In Tom Stoppard’s dense but sparkling 1993 work, a precocious young student intuits in 1809 that everything in nature can be represented by a mathematical formula. Later, she teases out the basics of the second law of thermodynamics years before it’s officially formulated. At the top of the play, though, her concerns lie elsewhere. “What is carnal embrace?” Thomasina (Hilary Williams, brimming with sleepy-eyed appeal) asks her tutor, Septimus Hodge (a rakish Billy Fenderson). Science and sex, Arcadia suggests, are inseparably intertwined.
Stoppard bounces back and forth between the Sidley Park estate of Thomasina and Septimus’s time, when the grounds are buzzing with gossip about the visiting (but unseen) Lord Byron, and the same house in the present day, where a pair of warring scholars set up camp among the family’s modern descendants.

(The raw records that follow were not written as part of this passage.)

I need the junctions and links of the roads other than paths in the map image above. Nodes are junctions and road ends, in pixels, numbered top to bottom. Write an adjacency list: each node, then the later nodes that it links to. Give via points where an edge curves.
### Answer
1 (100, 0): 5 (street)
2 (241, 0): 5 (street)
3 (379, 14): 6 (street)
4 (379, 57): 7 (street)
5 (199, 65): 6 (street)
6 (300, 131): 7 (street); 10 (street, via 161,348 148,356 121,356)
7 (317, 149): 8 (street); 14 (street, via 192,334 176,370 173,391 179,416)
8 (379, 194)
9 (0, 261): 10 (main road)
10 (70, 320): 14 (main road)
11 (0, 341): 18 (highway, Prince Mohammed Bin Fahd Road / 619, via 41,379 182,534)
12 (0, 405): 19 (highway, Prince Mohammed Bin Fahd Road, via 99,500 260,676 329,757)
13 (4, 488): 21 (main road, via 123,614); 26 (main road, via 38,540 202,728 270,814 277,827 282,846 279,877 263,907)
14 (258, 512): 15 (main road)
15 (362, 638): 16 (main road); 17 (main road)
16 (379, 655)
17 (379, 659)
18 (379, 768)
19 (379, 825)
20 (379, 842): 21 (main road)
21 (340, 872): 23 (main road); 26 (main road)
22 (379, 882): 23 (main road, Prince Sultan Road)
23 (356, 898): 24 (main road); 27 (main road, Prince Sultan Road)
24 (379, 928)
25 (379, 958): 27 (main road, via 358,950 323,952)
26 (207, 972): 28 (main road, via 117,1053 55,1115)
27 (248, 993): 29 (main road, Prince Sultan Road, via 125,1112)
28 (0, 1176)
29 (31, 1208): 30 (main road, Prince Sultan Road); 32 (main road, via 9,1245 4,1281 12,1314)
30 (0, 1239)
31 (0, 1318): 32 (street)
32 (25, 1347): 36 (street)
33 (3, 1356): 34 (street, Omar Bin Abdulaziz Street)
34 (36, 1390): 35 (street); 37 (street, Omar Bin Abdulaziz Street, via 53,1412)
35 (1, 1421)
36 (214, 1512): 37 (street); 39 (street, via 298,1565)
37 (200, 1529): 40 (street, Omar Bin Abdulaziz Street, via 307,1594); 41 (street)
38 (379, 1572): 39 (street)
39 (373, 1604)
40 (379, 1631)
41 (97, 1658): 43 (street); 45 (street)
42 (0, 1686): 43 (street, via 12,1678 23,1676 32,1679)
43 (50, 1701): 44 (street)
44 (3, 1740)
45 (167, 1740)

One writing about the history of the English garden, the other on Byron’s trail, they try to piece together the evidence the earlier inhabitants left behind.
Amid nearly three hours of heady talk encompassing physics, poetry, mathematics and landscape architecture, Stoppard cleverly comments on the futility of our desire for order in the universe. In his rush to publish, cocksure egotist Bernard (Dan Granata) wildly misinterprets the facts as they play out in the earlier century, while the pragmatic Hannah (a terrific Marsha Harman) finds her search for an elusive historical hermit becoming improbably enlaced with Bernard’s Byronic quest. Jessica Hutchinson’s handsome, well-paced production deftly lays out the dual time lines, with stellar work by a pitch-perfect ensemble keeping the plot—unlike the universe—from succumbing to entropy.